Mad Men.

If you believe that you compete with only things that are directly analogous to your business, nothing is learnt — the same failings will get perpetuated; reiterated.

I’m reminded of this courtesy of being prompted a recollection from a management course, many years ago. Most such courses are, of course, awash with cliches and practices that are irrelevant to contemporary business (then, let alone now), but one session recently came to my mind because it seems more relevant now than ever before, even though this case-study from our tutor was from the 1970s.

We were, as was often the case on such courses, set oblique case-studies to analyse — to rationalise and make recommendations, even though armed with limited information.

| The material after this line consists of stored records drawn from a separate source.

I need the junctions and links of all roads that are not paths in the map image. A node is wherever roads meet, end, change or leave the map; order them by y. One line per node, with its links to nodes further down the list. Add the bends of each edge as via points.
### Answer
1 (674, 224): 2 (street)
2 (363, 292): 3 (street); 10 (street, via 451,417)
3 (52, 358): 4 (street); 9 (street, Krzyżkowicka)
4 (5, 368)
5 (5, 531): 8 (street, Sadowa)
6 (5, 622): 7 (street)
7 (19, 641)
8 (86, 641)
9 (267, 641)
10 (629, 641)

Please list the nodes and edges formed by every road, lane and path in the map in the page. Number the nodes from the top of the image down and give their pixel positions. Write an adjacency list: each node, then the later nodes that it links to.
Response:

Lesson 1: Make assumptions at your peril.

Anyway, this particular example concerned the Remington razor/shaver company.

For years they had dominated the male personal-grooming market, with highly predictable (and hugely welcome) hockey-stick sales figures over the Christmas period. However, over recent years they noticed this was flattening-off to the extent where sales were becoming barely any greater than at any other time of the year.

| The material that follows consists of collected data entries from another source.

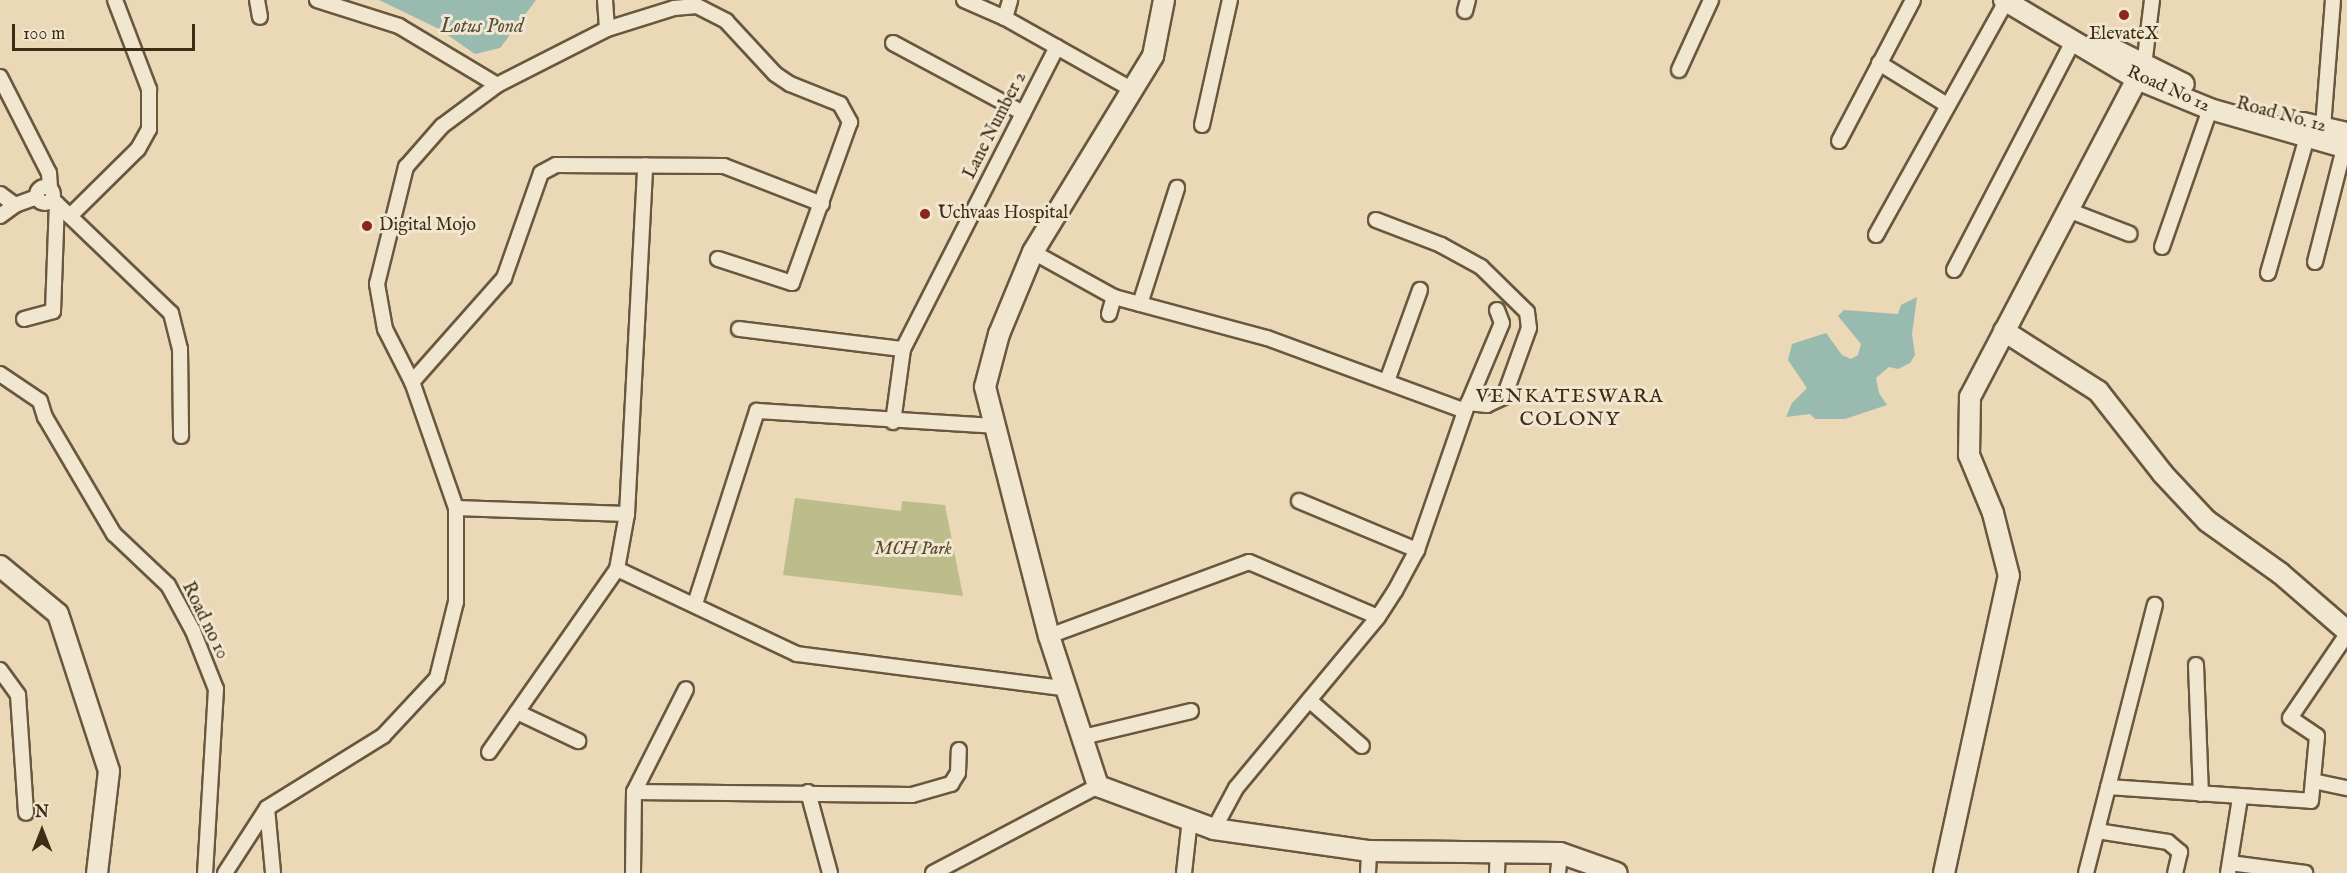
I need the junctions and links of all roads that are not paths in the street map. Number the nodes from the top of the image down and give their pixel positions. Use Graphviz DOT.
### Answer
graph roads {
  1 [pos="115,0"];
  2 [pos="257,0"];
  3 [pos="317,0"];
  4 [pos="605,0"];
  5 [pos="964,0"];
  6 [pos="1010,0"];
  7 [pos="1152,0"];
  8 [pos="1164,0"];
  9 [pos="1230,0"];
  10 [pos="1711,0"];
  11 [pos="1913,0"];
  12 [pos="2152,0"];
  13 [pos="2333,0"];
  14 [pos="2022,2"];
  15 [pos="260,18"];
  16 [pos="1005,18"];
  17 [pos="607,29"];
  18 [pos="2073,41"];
  19 [pos="893,43"];
  20 [pos="1057,47"];
  21 [pos="1879,63"];
  22 [pos="1144,68"];
  23 [pos="1679,70"];
  24 [pos="2140,73"];
  25 [pos="0,77"];
  26 [pos="497,85"];
  27 [pos="1133,90"];
  28 [pos="1947,105"];
  29 [pos="2210,109"];
  30 [pos="1023,113"];
  31 [pos="1202,125"];
  32 [pos="2315,132"];
  33 [pos="1839,141"];
  34 [pos="2346,143"];
  35 [pos="645,165"];
  36 [pos="1178,188"];
  37 [pos="0,194"];
  38 [pos="49,197"];
  39 [pos="822,204"];
  40 [pos="15,205"];
  41 [pos="2068,210"];
  42 [pos="0,216"];
  43 [pos="70,216"];
  44 [pos="1376,220"];
  45 [pos="2130,234"];
  46 [pos="1876,235"];
  47 [pos="2162,247"];
  48 [pos="1033,252"];
  49 [pos="718,259"];
  50 [pos="2315,262"];
  51 [pos="1954,270"];
  52 [pos="2268,273"];
  53 [pos="1420,290"];
  54 [pos="1114,297"];
  55 [pos="1140,304"];
  56 [pos="1497,310"];
  57 [pos="1109,314"];
  58 [pos="24,319"];
  59 [pos="739,329"];
  60 [pos="2004,331"];
  61 [pos="903,350"];
  62 [pos="0,374"];
  63 [pos="1387,381"];
  64 [pos="412,382"];
  65 [pos="1467,407"];
  66 [pos="893,422"];
  67 [pos="995,426"];
  68 [pos="181,436"];
  69 [pos="1299,501"];
  70 [pos="456,508"];
  71 [pos="627,514"];
  72 [pos="1417,550"];
  73 [pos="0,566"];
  74 [pos="617,569"];
  75 [pos="695,604"];
  76 [pos="2155,605"];
  77 [pos="1378,617"];
  78 [pos="2347,632"];
  79 [pos="1049,636"];
  80 [pos="2196,665"];
  81 [pos="0,670"];
  82 [pos="686,689"];
  83 [pos="1069,689"];
  84 [pos="1309,700"];
  85 [pos="1191,711"];
  86 [pos="517,712"];
  87 [pos="1083,738"];
  88 [pos="578,741"];
  89 [pos="1362,746"];
  90 [pos="958,750"];
  91 [pos="489,752"];
  92 [pos="2313,781"];
  93 [pos="1098,786"];
  94 [pos="2108,787"];
  95 [pos="2347,788"];
  96 [pos="634,792"];
  97 [pos="808,792"];
  98 [pos="2201,794"];
  99 [pos="2240,798"];
  100 [pos="267,808"];
  101 [pos="26,813"];
  102 [pos="1190,819"];
  103 [pos="1214,829"];
  104 [pos="2097,831"];
  105 [pos="1498,850"];
  106 [pos="1369,851"];
  107 [pos="1560,853"];
  108 [pos="2229,868"];
  109 [pos="97,873"];
  110 [pos="206,873"];
  111 [pos="225,873"];
  112 [pos="273,873"];
  113 [pos="633,873"];
  114 [pos="830,873"];
  115 [pos="933,873"];
  116 [pos="1184,873"];
  117 [pos="1368,873"];
  118 [pos="1497,873"];
  119 [pos="1558,873"];
  120 [pos="1617,873"];
  121 [pos="1944,873"];
  122 [pos="2086,873"];
  123 [pos="2175,873"];
  124 [pos="2305,873"];
  1 -- 43 [label="street"];
  2 -- 15 [label="street"];
  3 -- 26 [label="street"];
  4 -- 17 [label="street"];
  5 -- 16 [label="street"];
  6 -- 16 [label="street"];
  7 -- 22 [label="street"];
  8 -- 22 [label="street"];
  9 -- 31 [label="street"];
  10 -- 23 [label="street"];
  11 -- 21 [label="street"];
  12 -- 24 [label="street"];
  13 -- 32 [label="street"];
  14 -- 18 [label="street, Road No 12"];
  14 -- 24 [label="street, Road No. 12"];
  14 -- 28 [label="street"];
  16 -- 20 [label="street"];
  17 -- 26 [label="street"];
  17 -- 39 [label="street"];
  18 -- 24 [label="street, Road No 12"];
  18 -- 51 [label="street"];
  19 -- 30 [label="street"];
  20 -- 27 [label="street"];
  20 -- 30 [label="street, Lane Number 2"];
  21 -- 28 [label="street"];
  21 -- 33 [label="street"];
  22 -- 27 [label="street"];
  24 -- 29 [label="street, Road No 12"];
  24 -- 32 [label="street, Road No. 12"];
  24 -- 41 [label="street"];
  25 -- 38 [label="street"];
  26 -- 64 [label="street"];
  27 -- 48 [label="street"];
  28 -- 46 [label="street"];
  29 -- 32 [label="street, Road No 12"];
  29 -- 47 [label="street"];
  30 -- 61 [label="street, Lane Number 2"];
  32 -- 34 [label="street, Road No. 12"];
  32 -- 52 [label="street"];
  34 -- 50 [label="street"];
  35 -- 39 [label="street"];
  35 -- 64 [label="street"];
  35 -- 71 [label="street"];
  36 -- 55 [label="street"];
  37 -- 40 [label="street"];
  38 -- 40 [label="street"];
  38 -- 43 [label="street"];
  38 -- 58 [label="street"];
  39 -- 49 [label="street"];
  40 -- 42 [label="street"];
  41 -- 45 [label="street"];
  41 -- 60 [label="street"];
  43 -- 68 [label="street"];
  44 -- 65 [label="street"];
  48 -- 54 [label="street"];
  48 -- 67 [label="street"];
  53 -- 63 [label="street"];
  54 -- 55 [label="street"];
  54 -- 57 [label="street"];
  55 -- 63 [label="street"];
  56 -- 65 [label="street"];
  59 -- 61 [label="street"];
  60 -- 78 [label="street"];
  60 -- 121 [label="street"];
  61 -- 66 [label="street, Lane Number 2"];
  62 -- 110 [label="street, Road no 10"];
  63 -- 65 [label="street"];
  64 -- 70 [label="street"];
  65 -- 72 [label="street"];
  66 -- 67 [label="street"];
  66 -- 75 [label="street"];
  67 -- 79 [label="street"];
  69 -- 72 [label="street"];
  70 -- 71 [label="street"];
  70 -- 100 [label="street"];
  71 -- 74 [label="street"];
  72 -- 77 [label="street"];
  73 -- 109 [label="street"];
  74 -- 75 [label="street"];
  74 -- 86 [label="street"];
  75 -- 83 [label="street"];
  76 -- 94 [label="street"];
  77 -- 79 [label="street"];
  77 -- 84 [label="street"];
  78 -- 92 [label="street"];
  79 -- 83 [label="street"];
  80 -- 98 [label="street"];
  81 -- 101 [label="street"];
  82 -- 96 [label="street"];
  83 -- 87 [label="street"];
  84 -- 89 [label="street"];
  84 -- 103 [label="street"];
  85 -- 87 [label="street"];
  86 -- 88 [label="street"];
  86 -- 91 [label="street"];
  87 -- 93 [label="street"];
  90 -- 97 [label="street"];
  92 -- 95 [label="street"];
  92 -- 99 [label="street"];
  93 -- 102 [label="street"];
  93 -- 115 [label="street"];
  94 -- 98 [label="street"];
  94 -- 104 [label="street"];
  96 -- 97 [label="street"];
  96 -- 113 [label="street"];
  97 -- 114 [label="street"];
  98 -- 99 [label="street"];
  99 -- 108 [label="street"];
  100 -- 111 [label="street"];
  100 -- 112 [label="street"];
  102 -- 103 [label="street"];
  102 -- 116 [label="street"];
  103 -- 106 [label="street"];
  104 -- 122 [label="street"];
  104 -- 123 [label="street"];
  105 -- 106 [label="street"];
  105 -- 107 [label="street"];
  105 -- 118 [label="street"];
  106 -- 117 [label="street"];
  107 -- 119 [label="street"];
  107 -- 120 [label="street"];
  108 -- 124 [label="street"];
}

Understandably, this caused much consternation amongst the board members at Remington.

An investigation was demanded. Remember, back then sales-data was pretty rudimentary, to say the least. BI tools? What’s BI?

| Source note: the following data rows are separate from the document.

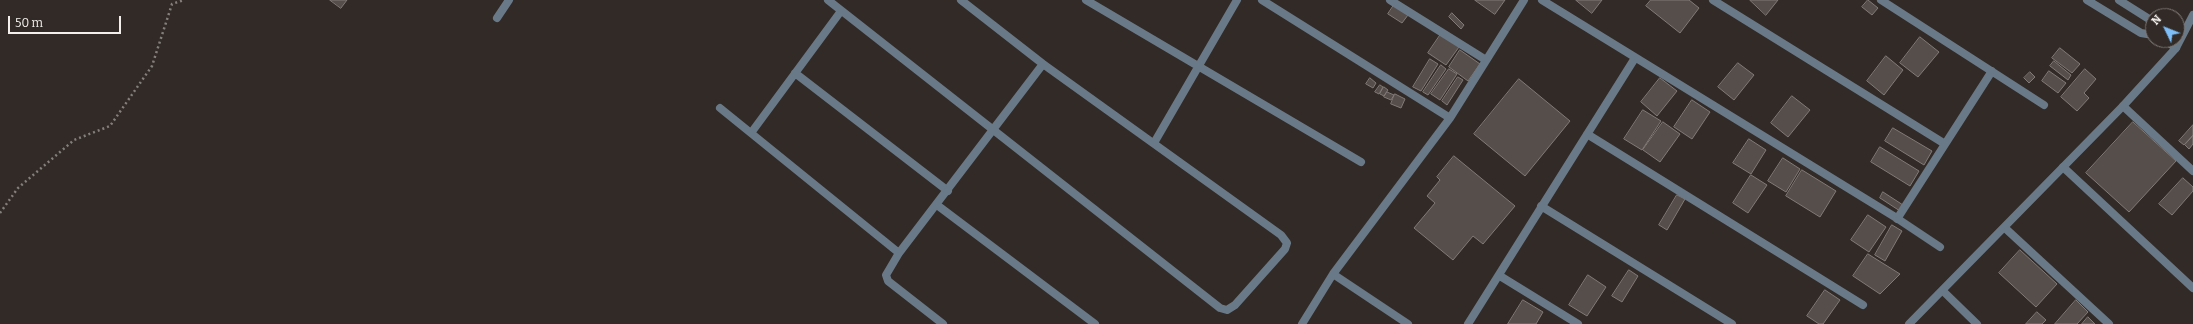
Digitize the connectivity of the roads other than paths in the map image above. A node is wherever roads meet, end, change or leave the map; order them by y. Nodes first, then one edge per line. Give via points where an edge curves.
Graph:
1 (509, 0) edge
2 (828, 0) edge
3 (961, 0) edge
4 (1086, 0) edge
5 (1237, 0) edge
6 (1262, 0) edge
7 (1390, 0) edge
8 (1524, 0) edge
9 (1542, 0) edge
10 (1713, 0) edge
11 (1881, 0) edge
12 (2087, 0) edge
13 (2119, 0) edge
14 (841, 11) junction
15 (2193, 15) edge
16 (2145, 16) edge
17 (497, 18) dead end
18 (2185, 31) edge
19 (2145, 34) edge
20 (2176, 48) edge
21 (1635, 58) junction
22 (1486, 60) junction
23 (1043, 64) junction
24 (1199, 67) junction
25 (1992, 71) junction
26 (795, 73) junction
27 (2044, 105) dead end
28 (2123, 106) junction
29 (720, 108) dead end
30 (1450, 118) junction
31 (993, 130) junction
32 (751, 133) junction
33 (1587, 134) junction
34 (1154, 143) junction
35 (1945, 144) junction
36 (1361, 162) dead end
37 (2063, 167) junction
38 (2193, 171) edge
39 (948, 191) junction
40 (938, 205) junction
41 (1541, 206) junction
42 (1898, 219) junction
43 (2005, 228) junction
44 (1940, 248) dead end
45 (899, 253) junction
46 (1333, 274) junction
47 (1500, 276) junction
48 (2193, 288) edge
49 (1943, 291) junction
50 (1862, 305) dead end
51 (943, 324) edge
52 (1095, 324) edge
53 (1302, 324) edge
54 (1408, 324) edge
55 (1468, 324) edge
56 (1578, 324) edge
57 (1732, 324) edge
58 (1909, 324) edge
59 (1977, 324) edge
60 (2109, 324) edge

1 - 17 street
2 - 14 street
3 - 23 street
4 - 24 street
5 - 24 street
6 - 30 street
7 - 22 street
8 - 22 street
9 - 21 street
10 - 35 street
11 - 25 street
12 - 19 street
13 - 16 street
14 - 26 street
14 - 31 street
15 - 18 street
20 - 28 street
21 - 33 street
21 - 42 street
22 - 30 street
23 - 31 street
23 - 34 street
24 - 34 street
24 - 36 street
25 - 27 street
25 - 35 street
26 - 32 street
26 - 39 street
28 - 37 street
28 - 38 street
29 - 32 street
30 - 46 street
31 - 34 street via 1220,308 1228,310 1285,249 1287,242 1281,235
31 - 39 street
32 - 45 street
33 - 41 street
33 - 50 street
35 - 42 street
37 - 43 street
37 - 48 street
39 - 40 street
40 - 45 street
40 - 52 street
41 - 47 street
41 - 57 street
42 - 44 street
43 - 49 street
43 - 60 street
45 - 51 street via 886,275 888,281
46 - 53 street
46 - 54 street
47 - 55 street
47 - 56 street
49 - 58 street
49 - 59 street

Obviously, the damn competition was impacting their sales, even though they, Remington, were acknowledged as being the leading brand in their sector. Why was the competition suddenly being more effective against them? Did they have a better model? More seductive advertising? More aggressive pricing? Entering global markets Remington hadn’t adequately penetrated?

This case-study challenge hardly enthralled us. It was the late 1990s; who cared about such mundane consumer products? Regardless, we were challenged with deducing why the competition was suddenly impacting Remington and identifying who was it likely to be.

After much deliberation, and much assumption making — inevitable, considering our limited data — we all presented our cases and recommendations. Typically, we assumed that more contemporary companies (eg, Philips) had aggressively entered the market and so impacted Remington’s sales, especially during the all-important Christmas sales period. After all, Philips was a more diverse and contemporary brand, with strong European roots, so could better penetrate the global market as it moved from wet-shaving to electric.

All our theories were wrong.

So, who was it stealing sales away from Remington?

Parker Pens.

Parker had begun to increasingly focus their marketing on their pens being bought as a gift, especially at Christmas time. Remington’s Christmas sales-spike was historically because their razor/shaver products were being bought as a gift for a father or husband, if nothing else as an alternative came into mind of the purchaser.

The price-point of a Parker Pen was directly comparable to the Remington products and many Christmas shoppers found the pen to be a more personal present for their loved ones. Remember, even the most successful businessman back then needed a pen. He didn’t have a laptop, let alone a smartphone to transcribe his business notes on. So, if you must have a pen, or indeed a number of pens, why not get them a nice pen at Christmas?

Then, the killer product packaging followed — this being so, why not offer ‘his and her’ gift pen sets — or a family package of stylish pens?

The only analogous aspect to these very different products was the pricing and nature of why they were purchased, especially at Christmas or as a birthday gift. The concentrated data, even back then, offered by Christmas sales offered Remington an insight (after much research at the time) into what was going wrong with their strategy and market assumptions.

I was reminded of this whilst listening to a children’s author on BBC Radio4 a few days ago; he was discussing the competitive nature of this ethereal and transient customer demographic and when he was asked who was his biggest competition he replied ‘Candy Crush’ — and other such apps…

Attention was his biggest competitor.

What we can learn from this is that our competition (regardless of our business) is not always what it seems, so be careful what/who you study and obsess about when wishing to ensure your business continues to grow and prosper.